Dallas Business Journal

More oil and gas companies, including those headquartered in North Texas, are turning an eye to environmental and social governance as investors and regulators continue applying pressure.

Oil and gas firms incorporate ESG goals as investors, regulators show interest- oil and gas 360

Source: Dallas Business Journal

In direct response to investor demand, more companies are incorporating ESG metrics in their performance compensation for their executives, according to a report by Haynes and Boone. Investors want to see that executives are incentivized to implement ESG strategies.

“Historically, performance compensation is tied to the key operating metrics of the company,” Haynes and Boone partner Jennifer Wisinski said. “Now they’re incorporating how well the executives are implementing the company’s ESG priorities.”

Investors have also been pushing for more quantitative metrics in order to better compare companies. More than two-thirds of the oil and gas producers in the study are disclosing quantitative metrics, an increase from 53% to 73% since the prior year’s report.

Haynes and Boone partnered with management consulting firm EnerCom to release the second edition of their report on the impact of environmental, social and governance policies on the oil and gas industry.

The study analyzed ESG-related disclosures of 30 oil and gas middle market companies producing onshore in the United States and monitored the change over time.

“I think in the last year two of the hot button issues have been climate change and diversity,” Wisinski said. “But different investors will focus on different areas. If you ask investors, generally they will tell you that they put an equal footing on the E, the S and the G.”

The report found that the number of companies publicly disclosing ESG policies grew to 83%, up from 70% in the previous report. ESG disclosures were mainly displayed on a company’s website, proxy statements and/or CEO letters.

Wisinski said the primary pressure pushing companies to publish their ESG strategies and achievements is from investors and other stakeholders.

“Over the last few years, there has been a lot of money put into investment funds and other investor groups that are focused on ESG factors,” Wisinski said. “When they have a fund that focuses on ESGs and when they go out and invest in a company, they want to know what those companies are doing for ESGs.”

The ESG tracker shows that 20 of the sample producers disclosed a total of 67 quantitative environmental metrics,14 companies disclosed a total 37 quantitative social metrics, and 14 companies disclosed a total of 31 quantitative governance metrics.

Mostly commonly, environmental metrics focused on reduction in emissions, water management and reduction in flaring. Social metrics mainly centered on diversity in the workplace, worker safety and community involvement, and governance metrics mainly emphasized board diversity, board tenure and management diversity.

More companies are also forming ESG-related board committees. Ten more companies that were studied have created ESGs since the previous report. Overall, 20 sample producers reported having an ESG-dedicated committee, and four companies delegated ESG oversight to a standing committee.

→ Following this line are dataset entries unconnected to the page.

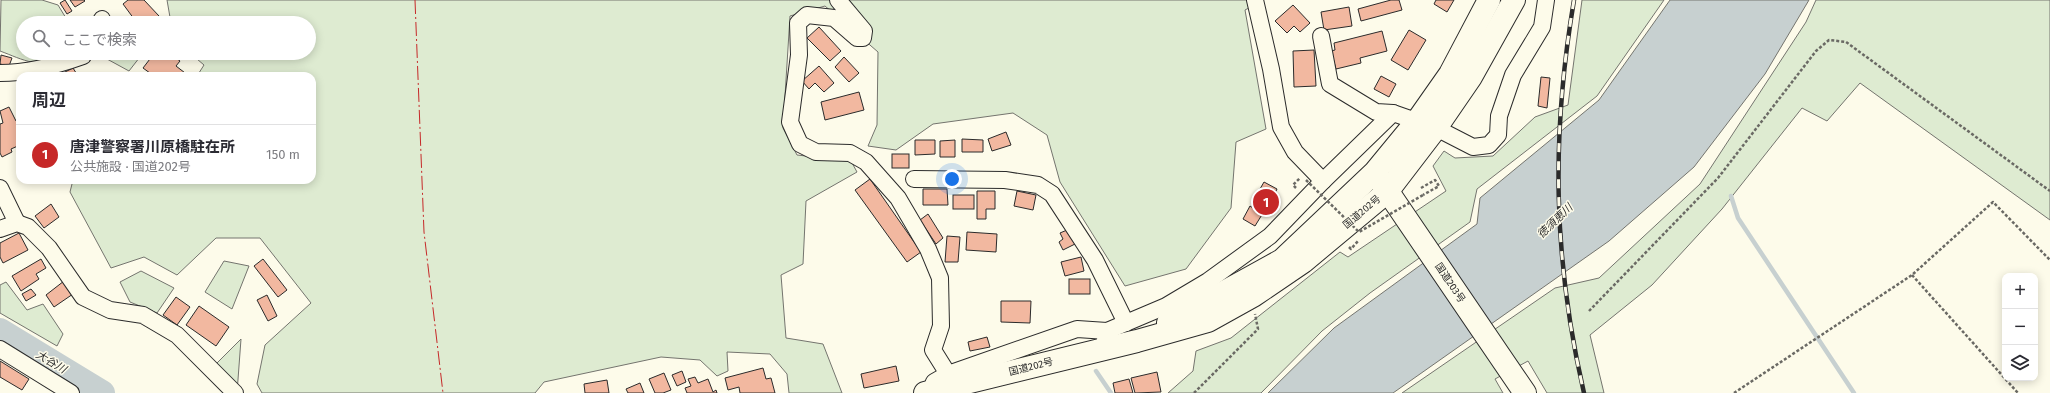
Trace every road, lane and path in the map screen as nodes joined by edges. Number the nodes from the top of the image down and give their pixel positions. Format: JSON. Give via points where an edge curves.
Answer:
{"nodes":[{"id":1,"x":838,"y":0,"type":"edge"},
{"id":2,"x":1254,"y":0,"type":"edge"},
{"id":3,"x":1489,"y":0,"type":"edge"},
{"id":4,"x":1514,"y":0,"type":"edge"},
{"id":5,"x":1546,"y":0,"type":"edge"},
{"id":6,"x":1321,"y":36,"type":"dead end"},
{"id":7,"x":71,"y":60,"type":"edge"},
{"id":8,"x":24,"y":72,"type":"edge"},
{"id":9,"x":0,"y":73,"type":"edge"},
{"id":10,"x":16,"y":73,"type":"edge"},
{"id":11,"x":1393,"y":113,"type":"junction"},
{"id":12,"x":1426,"y":124,"type":"junction"},
{"id":13,"x":1375,"y":172,"type":"junction"},
{"id":14,"x":914,"y":179,"type":"dead end"},
{"id":15,"x":1306,"y":180,"type":"dead end"},
{"id":16,"x":1323,"y":181,"type":"junction"},
{"id":17,"x":0,"y":188,"type":"edge"},
{"id":18,"x":1421,"y":188,"type":"dead end"},
{"id":19,"x":2050,"y":191,"type":"edge"},
{"id":20,"x":1387,"y":192,"type":"junction"},
{"id":21,"x":17,"y":223,"type":"junction"},
{"id":22,"x":0,"y":229,"type":"edge"},
{"id":23,"x":2050,"y":260,"type":"edge"},
{"id":24,"x":1912,"y":275,"type":"junction"},
{"id":25,"x":1253,"y":296,"type":"junction"},
{"id":26,"x":1589,"y":311,"type":"dead end"},
{"id":27,"x":1132,"y":332,"type":"junction"},
{"id":28,"x":1105,"y":340,"type":"junction"},
{"id":29,"x":0,"y":349,"type":"edge"},
{"id":30,"x":948,"y":374,"type":"junction"},
{"id":31,"x":1519,"y":384,"type":"edge"},
{"id":32,"x":58,"y":388,"type":"edge"},
{"id":33,"x":928,"y":392,"type":"edge"},
{"id":34,"x":71,"y":393,"type":"edge"},
{"id":35,"x":235,"y":393,"type":"edge"},
{"id":36,"x":1194,"y":393,"type":"edge"},
{"id":37,"x":1734,"y":393,"type":"edge"},
{"id":38,"x":2018,"y":393,"type":"edge"}],
"edges":[{"from":1,"to":30,"type":"street","via":[[864,31],[863,38],[857,38],[834,18],[807,15],[798,23],[799,55],[790,122],[800,144],[816,152],[850,153],[861,159],[898,198],[928,249],[940,278],[941,326],[933,350]]},
{"from":2,"to":16,"type":"street","via":[[1271,68],[1281,127],[1295,152]]},
{"from":3,"to":12,"type":"highway","name":"国道202号"},
{"from":4,"to":12,"type":"highway","name":"国道202号","via":[[1471,77]]},
{"from":5,"to":12,"type":"street","via":[[1542,26],[1513,76],[1499,116],[1498,135],[1489,145],[1473,148]]},
{"from":6,"to":11,"type":"street","via":[[1330,84],[1376,112]]},
{"from":7,"to":8,"type":"street"},
{"from":9,"to":10,"type":"street"},
{"from":11,"to":12,"type":"street"},
{"from":11,"to":16,"type":"street"},
{"from":12,"to":13,"type":"highway","name":"国道202号"},
{"from":12,"to":20,"type":"highway","name":"国道202号"},
{"from":13,"to":20,"type":"highway","name":"国道203号"},
{"from":13,"to":27,"type":"highway","name":"国道202号","via":[[1282,260]]},
{"from":14,"to":27,"type":"street","via":[[1005,180],[1038,185],[1052,194],[1095,260]]},
{"from":15,"to":18,"type":"path","bridge":true,"via":[[1359,232],[1439,186],[1435,180]]},
{"from":16,"to":27,"type":"street","via":[[1270,236],[1208,282],[1166,306]]},
{"from":17,"to":21,"type":"street"},
{"from":19,"to":26,"type":"path","via":[[1846,42],[1828,40],[1816,51],[1718,178]]},
{"from":20,"to":25,"type":"highway","name":"国道202号","via":[[1303,262]]},
{"from":20,"to":31,"type":"highway","name":"国道203号"},
{"from":21,"to":22,"type":"street"},
{"from":21,"to":35,"type":"street","via":[[28,227],[49,248],[83,297],[110,310],[143,315],[178,335]]},
{"from":23,"to":24,"type":"path","via":[[1993,202]]},
{"from":24,"to":37,"type":"path"},
{"from":24,"to":38,"type":"path"},
{"from":25,"to":27,"type":"highway","name":"国道202号","via":[[1208,321]]},
{"from":25,"to":36,"type":"path","via":[[1258,329]]},
{"from":27,"to":28,"type":"highway","name":"国道202号"},
{"from":28,"to":30,"type":"street","via":[[1077,329]]},
{"from":28,"to":33,"type":"highway","name":"国道202号"},
{"from":29,"to":32,"type":"street"},
{"from":30,"to":33,"type":"street","via":[[934,382]]},
{"from":32,"to":34,"type":"street"}]}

There is still variety in how companies are disclosing their ESG metrics, but Wisinski believes that over time with continued pressure from investors, stakeholders and regulators, there could be more of a consistent approach in how disclosures are made.

“Everything is evolving and changing very rapidly right now in a lot of different fronts — from what investors want, to what the regulators want,” Wisinski said.

Wisinski can’t predict what exactly what disclosure policies the U.S Securities and Exchange Commission might implement, but SEC chairman Gary Gensler foreshadowed that the agency would consider mandatory quantitative disclosures on greenhouse gas emissions. It is unclear what metrics the SEC will mandate disclosures.

The study reported that companies still find monitoring and reducing greenhouse gas emissions to be one of the most important ESG topics. Since the last report, the number of sample producers publishing greenhouse gas emissions rose from 16 to 21.

Gensler also indicated that the SEC would focus on defining “Net Zero” and establishing what metrics might let investors know that companies have met that requirement. The study found that while the number of companies with the goal of being Net Zero increased by 150%, this number is still relatively low. Only five out of the 30 sample companies have a Net Zero goal.

“Net Zero has become a key buzzword, especially with the big companies coming out and saying, ‘we’re Net Zero now,’” Wisinski said. “We’re going to be Net Zero by X date. It’s important to try to ensure from a disclosure standpoint that there is a consistent way that [Net Zero] is defined. So when companies are making those statements, you compare them really as an apples-to-apples basis.”

“What we advise companies is that ESG is evolving,” Wisinski said. “It’s a journey. We expect to continue to see change and development in the disclosures of these companies over the next few years. It’s not something that is static. It is something that is really changing.”